Beyond the Grocery Store - Access Next Gen Food with Latest Shopping Technology
What is next in the future of grocery shopping.
You may be frustrated by seeing the same food products at every grocery store either online or around the corner and the quality of the options. Or maybe you're overwhelmed by the choices and not sure where to start for healthier more local food.
You are not alone. There is a distinct gap between what a growing number of consumers now want and what's available or disguised as healthy. That gap poses serious problems for consumers who demand the improved quality and who will pay the price for better-for-you food but who don’t have convenient access to it.
According to industry experts, for the longest time consumers have had to adapt shopping habits around how grocery stores were run. This involved letting the biggest brands dominate shelf space even if they weren't the healthiest options. Consumers may not even have been aware that better options were available.
Now, with offline business (or physical stores) merging with online technology, shopping is changing allowing the retail experience to adapt to the peoples' preferences. An example of this is the pending purchase of Whole Foods and Amazon, which will combine Amazon’s online retail technology with the popularity of Whole Foods natural food offerings. This combination may make access easier and more convenient for more shoppers who have been limited to the quality choices in their neighborhood.
But the future of food and access to it goes beyond this model; it goes beyond the grocery store. The future of grocery is connecting natural food makers with consumers who want their products at any time and from anywhere. Two trends highlight the movement in this direction.
First, demand for natural and organic food is increasing at a fast pace and causing large CPG companies to lose market share. Consumers want to eat healthier and they want instant access to it. While Whole Foods has emphasized locally made food in their stores, they don’t represent the vast majority of small batch food makers who produce very healthy, delicious and minimally processed food, but don’t have the scale or resources to get on the shelf at Whole Foods. With the merger with Amazon, who will most likely try to reduce prices, this will make it even harder since margins are low for small batch operations.

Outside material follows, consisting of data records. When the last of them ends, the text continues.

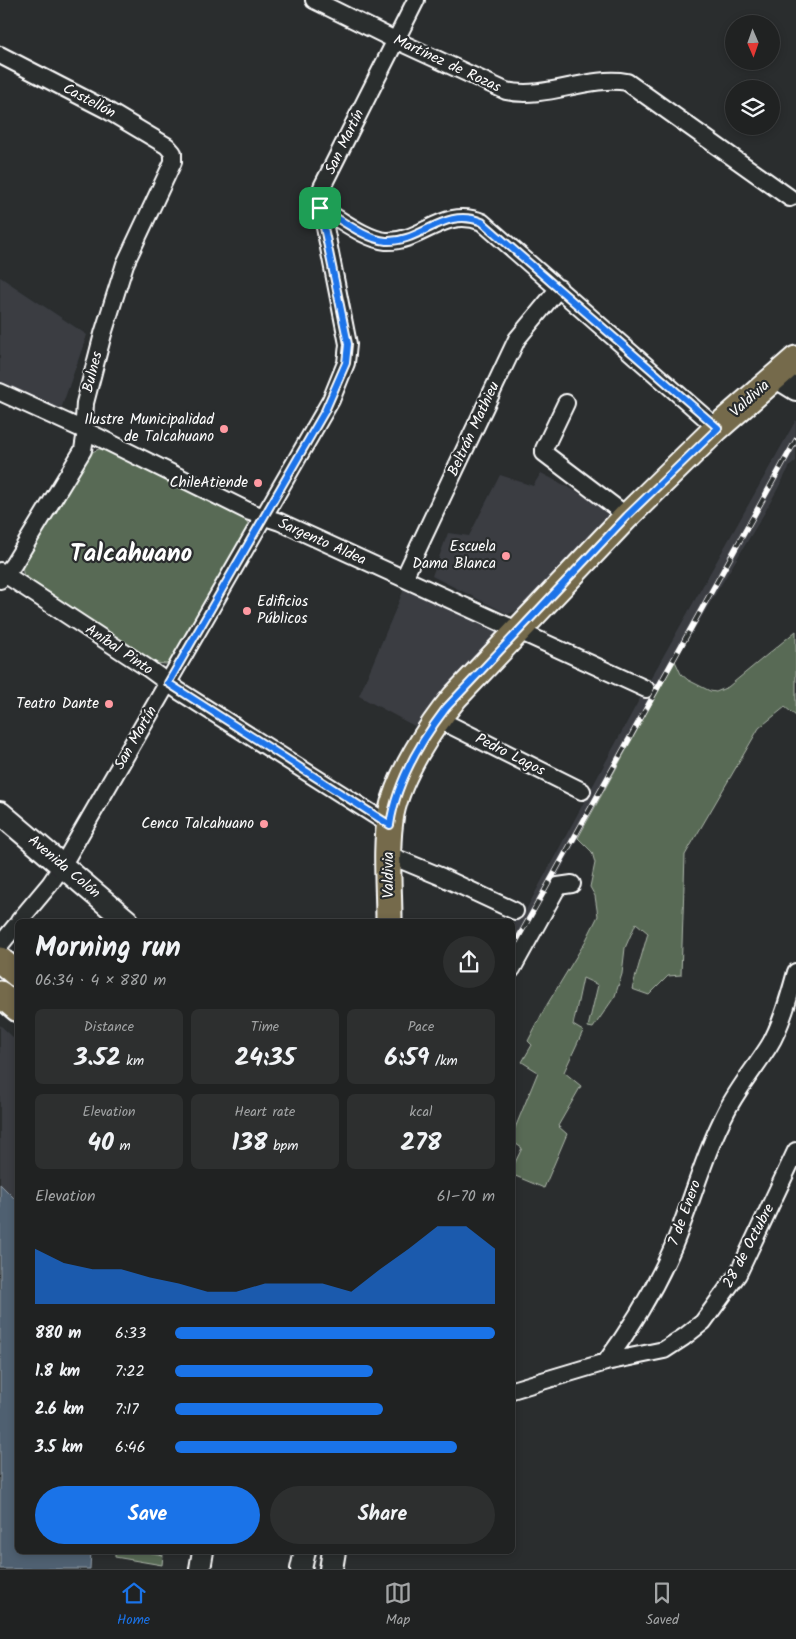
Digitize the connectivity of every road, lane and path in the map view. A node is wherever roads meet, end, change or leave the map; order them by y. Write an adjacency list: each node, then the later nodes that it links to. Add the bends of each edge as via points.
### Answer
1 (314, 0): 3 (street, Martínez de Rozas)
2 (416, 0): 3 (street, San Martín)
3 (395, 40): 6 (street, Martínez de Rozas, via 516,93 611,81 627,82); 7 (street, San Martín, via 322,188)
4 (0, 56): 5 (street, Castellón, via 105,109 167,146)
5 (173, 153): 15 (street, Bulnes, via 173,162 125,264 110,309 85,403)
6 (790, 198)
7 (320, 208): 8 (street, via 370,237 385,241 404,238 452,218 476,220 488,226); 17 (street, San Martín, via 348,354 325,411)
8 (559, 288): 14 (street); 19 (street, Beltrán Mathieu, via 517,339)
9 (796, 358): 10 (main road, Valdivia)
10 (775, 376): 11 (main road); 14 (main road, Valdivia)
11 (796, 389)
12 (0, 392): 15 (street, Sargento Aldea)
13 (566, 403): 16 (street, via 544,454)
14 (718, 428): 16 (main road, Valdivia)
15 (86, 432): 17 (street, Sargento Aldea); 18 (street, Bulnes, via 83,450 13,565)
16 (627, 516): 20 (main road, Valdivia)
17 (264, 517): 19 (street, Sargento Aldea); 21 (street, San Martín)
18 (2, 575): 21 (street, Aníbal Pinto)
19 (404, 578): 20 (street, Sargento Aldea)
20 (519, 630): 22 (street, Sargento Aldea); 23 (main road, Valdivia)
21 (168, 683): 26 (street, Aníbal Pinto); 28 (street, San Martín)
22 (646, 689)
23 (438, 719): 24 (street, Pedro Lagos); 26 (main road, Valdivia, via 400,786)
24 (582, 791)
25 (0, 813): 28 (main road, Avenida Colón)
26 (390, 825): 27 (main road, Valdivia)
27 (389, 855): 30 (street); 33 (main road, Valdivia)
28 (62, 866): 31 (street, San Martín); 32 (main road, Avenida Colón)
29 (572, 884): 37 (street, via 558,886)
30 (515, 911)
31 (21, 919)
32 (125, 919)
33 (389, 919)
34 (15, 926): 35 (street, San Martín)
35 (0, 944)
36 (0, 960): 38 (main road)
37 (515, 964)
38 (15, 972)
39 (796, 972): 43 (street, 7 de Enero, via 770,1045 727,1109 715,1135 655,1286)
40 (0, 994): 41 (main road)
41 (15, 1006)
42 (796, 1151): 43 (street, 28 de Octubre, via 738,1274 703,1322 664,1350)
43 (606, 1362): 44 (street)
44 (515, 1389)
45 (202, 1554): 47 (street)
46 (334, 1554): 48 (main road)
47 (200, 1569)
48 (331, 1569)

Second, consumers increasingly want technology in the palm of their hands that makes access convenient and intelligent. They want to be able to use all of the features of mobile technology to get what they want and to discover choices more easily. They want to be able to connect to the constellation of food options without any worry about where they have to transit to locally for that specialty item. They just want immediate access - boxes of food shipped to their door, local delivery in their city, and even pick-up when it’s convenient.
Traditional grocery stores, even with updated technology, won’t have the operational ability to procure the best natural foods and are unable to support the demand. They won’t be able to incubate new brands as they have in the past. Therefore, the future lies in using technology to connect small physical food business digitally instantly. The next gen food and grocery store is in the palm of your hand, where it's convenient and fills a purpose in everyday living.

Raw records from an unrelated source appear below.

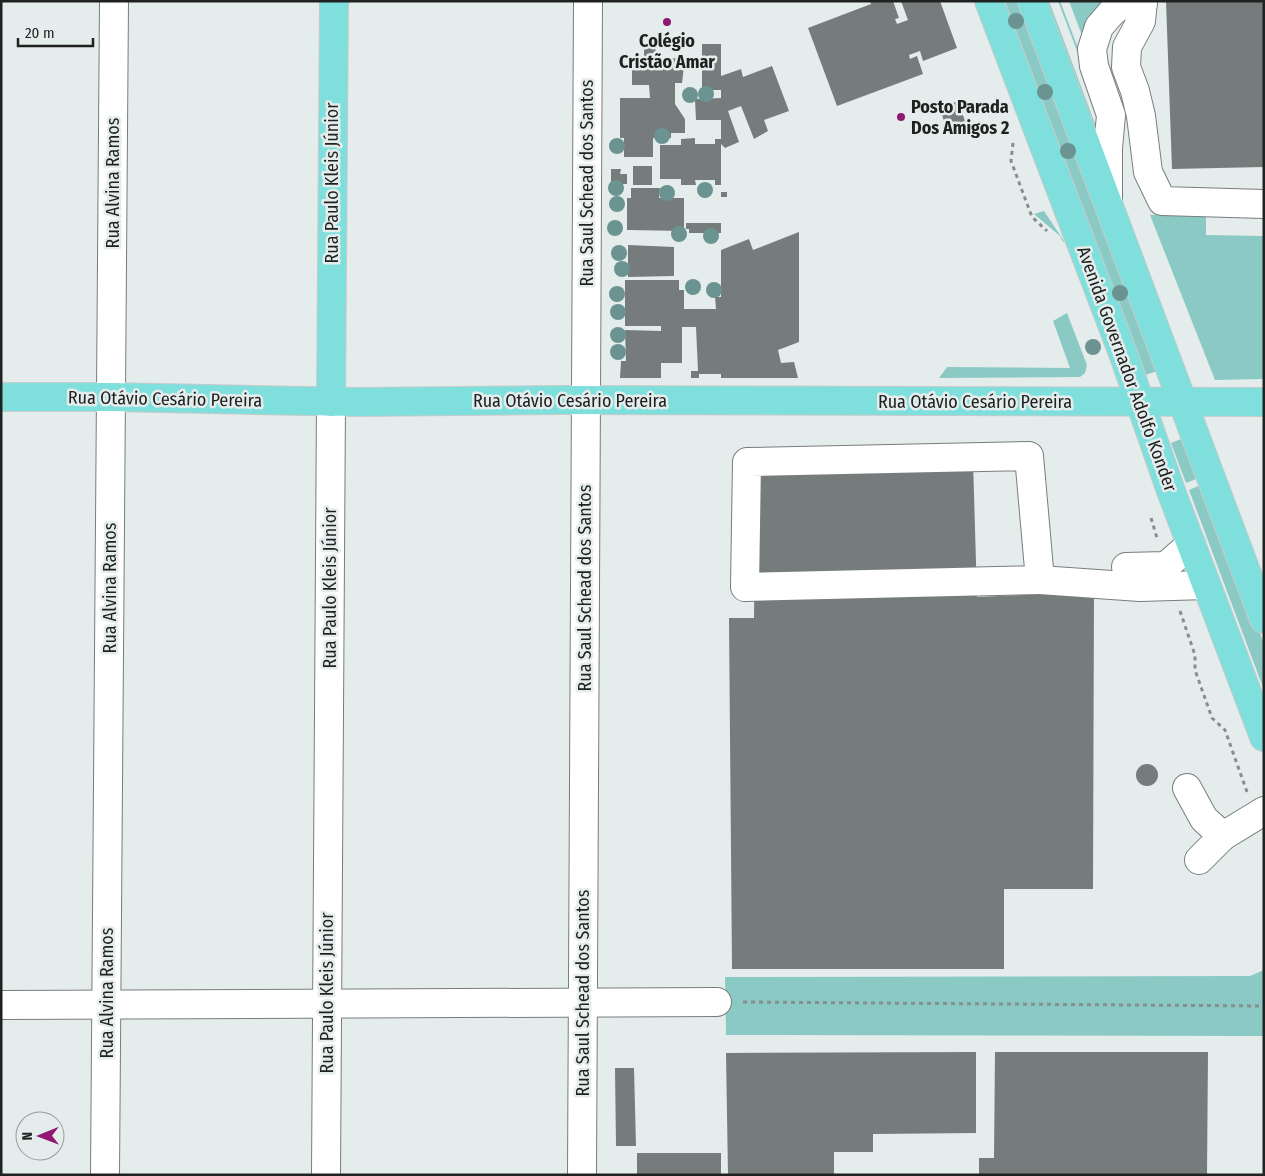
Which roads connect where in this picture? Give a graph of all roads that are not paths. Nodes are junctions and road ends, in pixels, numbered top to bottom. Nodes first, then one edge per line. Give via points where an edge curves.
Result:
1 (114, 1) edge
2 (334, 1) edge
3 (588, 1) edge
4 (989, 1) edge
5 (1032, 1) edge
6 (1143, 2) edge
7 (1108, 202) junction
8 (1264, 204) edge
9 (111, 396) junction
10 (1, 397) edge
11 (586, 400) junction
12 (1139, 401) junction
13 (331, 402) junction
14 (1183, 402) junction
15 (1264, 402) edge
16 (1191, 544) junction
17 (1039, 572) junction
18 (1169, 575) junction
19 (1206, 585) junction
20 (1264, 619) edge
21 (1264, 737) edge
22 (1187, 788) dead end
23 (1260, 814) edge
24 (1223, 836) junction
25 (1199, 860) dead end
26 (717, 1002) road end
27 (583, 1003) junction
28 (327, 1004) junction
29 (1, 1005) edge
30 (107, 1005) junction
31 (105, 1175) edge
32 (326, 1175) edge
33 (582, 1175) edge

1 - 9 street, Rua Alvina Ramos
2 - 13 main road, Rua Paulo Kleis Júnior
3 - 11 street, Rua Saul Schead dos Santos
4 - 12 main road, Avenida Governador Adolfo Konder
5 - 7 main road
6 - 7 street via 1120,6 1112,12 1099,27 1092,49 1094,66 1111,115
6 - 8 street via 1141,21 1127,47 1126,67 1141,116 1148,172 1162,201
7 - 14 main road
9 - 10 main road, Rua Otávio Cesário Pereira
9 - 13 main road, Rua Otávio Cesário Pereira
9 - 30 street, Rua Alvina Ramos
11 - 12 main road, Rua Otávio Cesário Pereira
11 - 13 main road, Rua Otávio Cesário Pereira
11 - 27 street, Rua Saul Schead dos Santos
12 - 14 main road, Rua Otávio Cesário Pereira
12 - 16 main road, Avenida Governador Adolfo Konder
13 - 28 street, Rua Paulo Kleis Júnior
14 - 15 main road, Rua Otávio Cesário Pereira
14 - 20 main road
16 - 18 street
16 - 19 main road, Avenida Governador Adolfo Konder
17 - 17 street via 1029,456 747,462 745,587
17 - 18 street via 1143,568
18 - 19 street
19 - 21 main road, Avenida Governador Adolfo Konder
22 - 24 street via 1204,819
23 - 24 street
24 - 25 street
26 - 27 street
27 - 28 street
27 - 33 street, Rua Saul Schead dos Santos
28 - 30 street
28 - 32 street, Rua Paulo Kleis Júnior
29 - 30 street
30 - 31 street, Rua Alvina Ramos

Treatmo is the first advanced technology to provide this convenient access to next gen food with simple and local discovery. It creates a direct connection between health conscious shoppers and the food brands selling the most natural foods. The food may come direct from a farm, a small commercial kitchen, or even an organic cafe. The shopper may live nearby and can pick it up or have it delivered, or they may be across the country and want it shipped. The in-app chat can help customers form useful opinions about shopping options as well. Seamless access through one tool is the future.

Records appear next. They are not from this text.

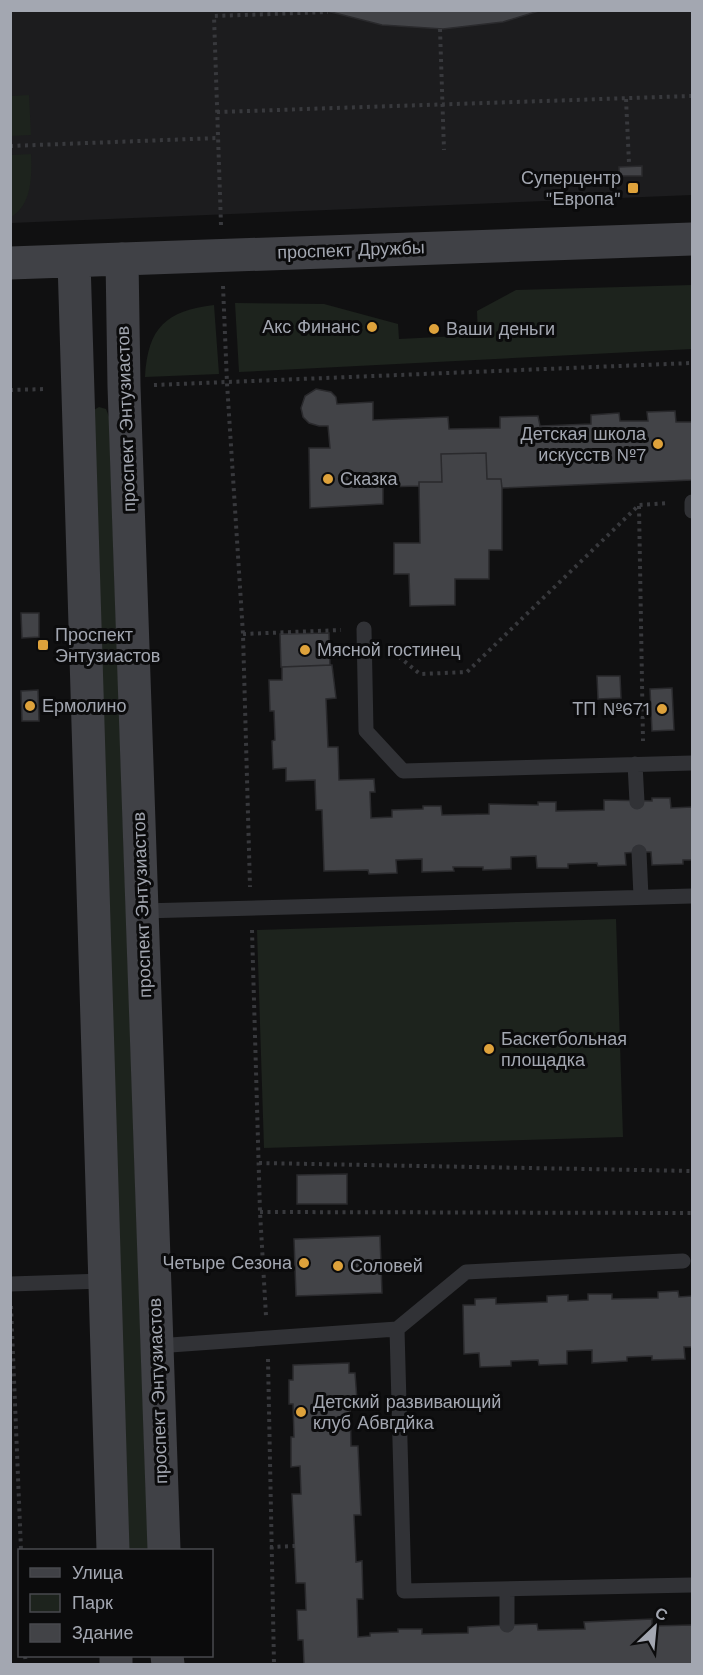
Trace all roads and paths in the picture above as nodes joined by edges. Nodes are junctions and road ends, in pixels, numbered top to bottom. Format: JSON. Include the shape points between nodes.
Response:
{"nodes":[{"id":1,"x":328,"y":12,"type":"edge"},
{"id":2,"x":440,"y":29,"type":"dead end"},
{"id":3,"x":693,"y":96,"type":"edge"},
{"id":4,"x":626,"y":99,"type":"junction"},
{"id":5,"x":443,"y":104,"type":"junction"},
{"id":6,"x":217,"y":112,"type":"junction"},
{"id":7,"x":218,"y":138,"type":"junction"},
{"id":8,"x":10,"y":146,"type":"edge"},
{"id":9,"x":444,"y":150,"type":"dead end"},
{"id":10,"x":629,"y":163,"type":"dead end"},
{"id":11,"x":693,"y":239,"type":"edge"},
{"id":12,"x":222,"y":255,"type":"junction"},
{"id":13,"x":122,"y":259,"type":"junction"},
{"id":14,"x":74,"y":261,"type":"junction"},
{"id":15,"x":10,"y":263,"type":"edge"},
{"id":16,"x":693,"y":363,"type":"edge"},
{"id":17,"x":227,"y":383,"type":"junction"},
{"id":18,"x":124,"y":386,"type":"junction"},
{"id":19,"x":76,"y":388,"type":"junction"},
{"id":20,"x":10,"y":390,"type":"edge"},
{"id":21,"x":692,"y":502,"type":"edge"},
{"id":22,"x":639,"y":505,"type":"junction"},
{"id":23,"x":693,"y":511,"type":"edge"},
{"id":24,"x":364,"y":629,"type":"junction"},
{"id":25,"x":243,"y":634,"type":"junction"},
{"id":26,"x":693,"y":763,"type":"edge"},
{"id":27,"x":640,"y":764,"type":"junction"},
{"id":28,"x":637,"y":802,"type":"dead end"},
{"id":29,"x":639,"y":852,"type":"dead end"},
{"id":30,"x":693,"y":896,"type":"edge"},
{"id":31,"x":641,"y":897,"type":"junction"},
{"id":32,"x":251,"y":907,"type":"junction"},
{"id":33,"x":142,"y":910,"type":"junction"},
{"id":34,"x":259,"y":1163,"type":"junction"},
{"id":35,"x":693,"y":1171,"type":"edge"},
{"id":36,"x":260,"y":1212,"type":"junction"},
{"id":37,"x":693,"y":1213,"type":"edge"},
{"id":38,"x":683,"y":1262,"type":"dead end"},
{"id":39,"x":104,"y":1281,"type":"junction"},
{"id":40,"x":10,"y":1284,"type":"edge"},
{"id":41,"x":10,"y":1297,"type":"edge"},
{"id":42,"x":397,"y":1329,"type":"junction"},
{"id":43,"x":11,"y":1335,"type":"edge"},
{"id":44,"x":267,"y":1338,"type":"junction"},
{"id":45,"x":156,"y":1346,"type":"junction"},
{"id":46,"x":295,"y":1546,"type":"dead end"},
{"id":47,"x":270,"y":1547,"type":"junction"},
{"id":48,"x":21,"y":1549,"type":"edge"},
{"id":49,"x":113,"y":1549,"type":"edge"},
{"id":50,"x":164,"y":1549,"type":"edge"},
{"id":51,"x":693,"y":1585,"type":"edge"},
{"id":52,"x":507,"y":1589,"type":"junction"},
{"id":53,"x":507,"y":1625,"type":"dead end"},
{"id":54,"x":274,"y":1665,"type":"edge"}],
"edges":[{"from":1,"to":6,"type":"path","via":[[214,16]]},
{"from":2,"to":5,"type":"path"},
{"from":3,"to":4,"type":"path"},
{"from":4,"to":5,"type":"path"},
{"from":4,"to":10,"type":"path"},
{"from":5,"to":6,"type":"path"},
{"from":5,"to":9,"type":"path"},
{"from":6,"to":7,"type":"path"},
{"from":7,"to":8,"type":"path"},
{"from":7,"to":12,"type":"path"},
{"from":11,"to":12,"type":"main road","name":"проспект Дружбы"},
{"from":12,"to":13,"type":"main road","name":"проспект Дружбы"},
{"from":12,"to":17,"type":"path"},
{"from":13,"to":14,"type":"main road","name":"проспект Дружбы"},
{"from":13,"to":18,"type":"main road","name":"проспект Энтузиастов"},
{"from":14,"to":15,"type":"main road","name":"проспект Дружбы"},
{"from":14,"to":19,"type":"main road"},
{"from":16,"to":17,"type":"path"},
{"from":17,"to":18,"type":"path"},
{"from":17,"to":25,"type":"path"},
{"from":18,"to":33,"type":"main road","name":"проспект Энтузиастов"},
{"from":19,"to":20,"type":"path"},
{"from":19,"to":39,"type":"main road"},
{"from":21,"to":22,"type":"path"},
{"from":21,"to":23,"type":"lane"},
{"from":22,"to":24,"type":"path","via":[[467,672],[420,674]]},
{"from":22,"to":27,"type":"path"},
{"from":24,"to":25,"type":"path"},
{"from":24,"to":27,"type":"lane","via":[[366,731],[403,771]]},
{"from":25,"to":32,"type":"path"},
{"from":26,"to":27,"type":"lane"},
{"from":27,"to":28,"type":"lane"},
{"from":29,"to":31,"type":"lane"},
{"from":30,"to":31,"type":"lane"},
{"from":31,"to":32,"type":"lane"},
{"from":32,"to":33,"type":"lane"},
{"from":32,"to":34,"type":"path"},
{"from":33,"to":45,"type":"main road","name":"проспект Энтузиастов"},
{"from":34,"to":35,"type":"path"},
{"from":34,"to":36,"type":"path"},
{"from":36,"to":37,"type":"path"},
{"from":36,"to":44,"type":"path"},
{"from":38,"to":42,"type":"lane","via":[[465,1272]]},
{"from":39,"to":40,"type":"lane"},
{"from":39,"to":49,"type":"main road"},
{"from":41,"to":43,"type":"path"},
{"from":42,"to":44,"type":"lane"},
{"from":42,"to":52,"type":"lane","via":[[404,1591]]},
{"from":43,"to":48,"type":"path"},
{"from":44,"to":45,"type":"lane"},
{"from":44,"to":47,"type":"path"},
{"from":45,"to":50,"type":"main road","name":"проспект Энтузиастов"},
{"from":46,"to":47,"type":"path"},
{"from":47,"to":54,"type":"path"},
{"from":51,"to":52,"type":"lane"},
{"from":52,"to":53,"type":"lane"}]}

With Treatmo the need to go to a grocery store to select from a less than optimal range of food choices driven by narrow profit margins is disappearing and the technology is accelerating the shift away from grocery stores and web 2.0 marketplaces that mimic their physical counterparts just as an overpass shoots over a busy congested intersection.
This change will impact the business strategy for new food brands as they migrate to participate in the next gen model and reach a growing consumer segment that wants direct access to their natural food.